MP: Destruição de provas não altera relatórios prévios das autoridades

A desmoronamento controlado do rochedo da praia Maria Luísa, onde morreram sexta-feira cinco pessoas numa derrocada, não altera as provas retiradas pelas autoridades para o inquérito, considerou hoje fonte do Ministério Público de Albufeira.

Em declarações à Lusa, fonte do Ministério Público de Albufeira admitiu que a derrocada controlada destruiu as provas mas sublinhou que esse facto não altera os relatórios feitos previamente pela Polícia Judiciária e Ministério do Ambiente.

A mesma fonte judicial confirmou que o Ministério Público já tem em seu poder o auto da notícia da Polícia Marítima relativo à trágica derrocada, mas que ainda falta receber o resultado das autópsias das vítimas, informação que deverá estar disponível "na próxima terça-feira".

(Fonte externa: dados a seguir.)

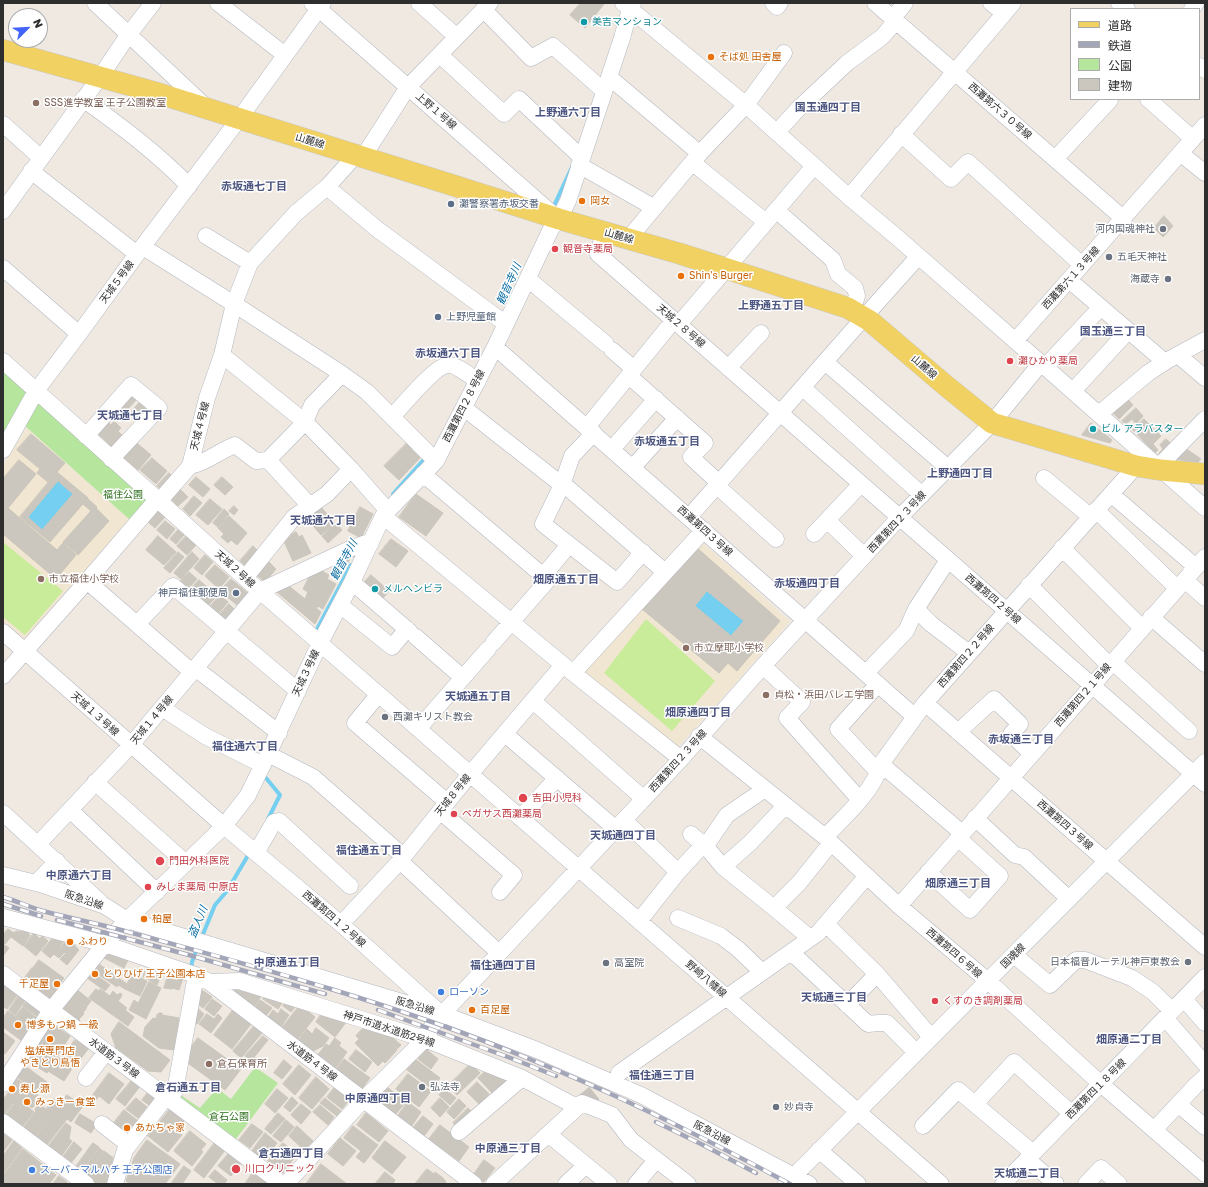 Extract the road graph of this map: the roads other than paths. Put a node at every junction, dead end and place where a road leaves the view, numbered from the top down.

No domingo, dia em que as autoridades do Ambiente ordenaram o desmoronamento controlado do rochedo na praia Maria Luísa, o presidente do Sindicato dos Magistrados do Ministério Público considerou que o MP "tem necessariamente que abrir um inquérito-crime" à tragédia para "averiguar eventuais responsabilidades pelo sucedido".

"Uma vez que é evidente que a arriba constituía um perigo para a integridade física das pessoas, a situação não podia deixar de ser do conhecimento das autoridades competentes e, face ao resultado (cinco mortos e três feridos), o MP tem necessariamente que abrir um inquérito-crime", disse João Palma à Agência Lusa.

O ministro do Ambiente garantiu, por seu turno, colaboração com o Ministério Público no caso da derrocada em Albufeira.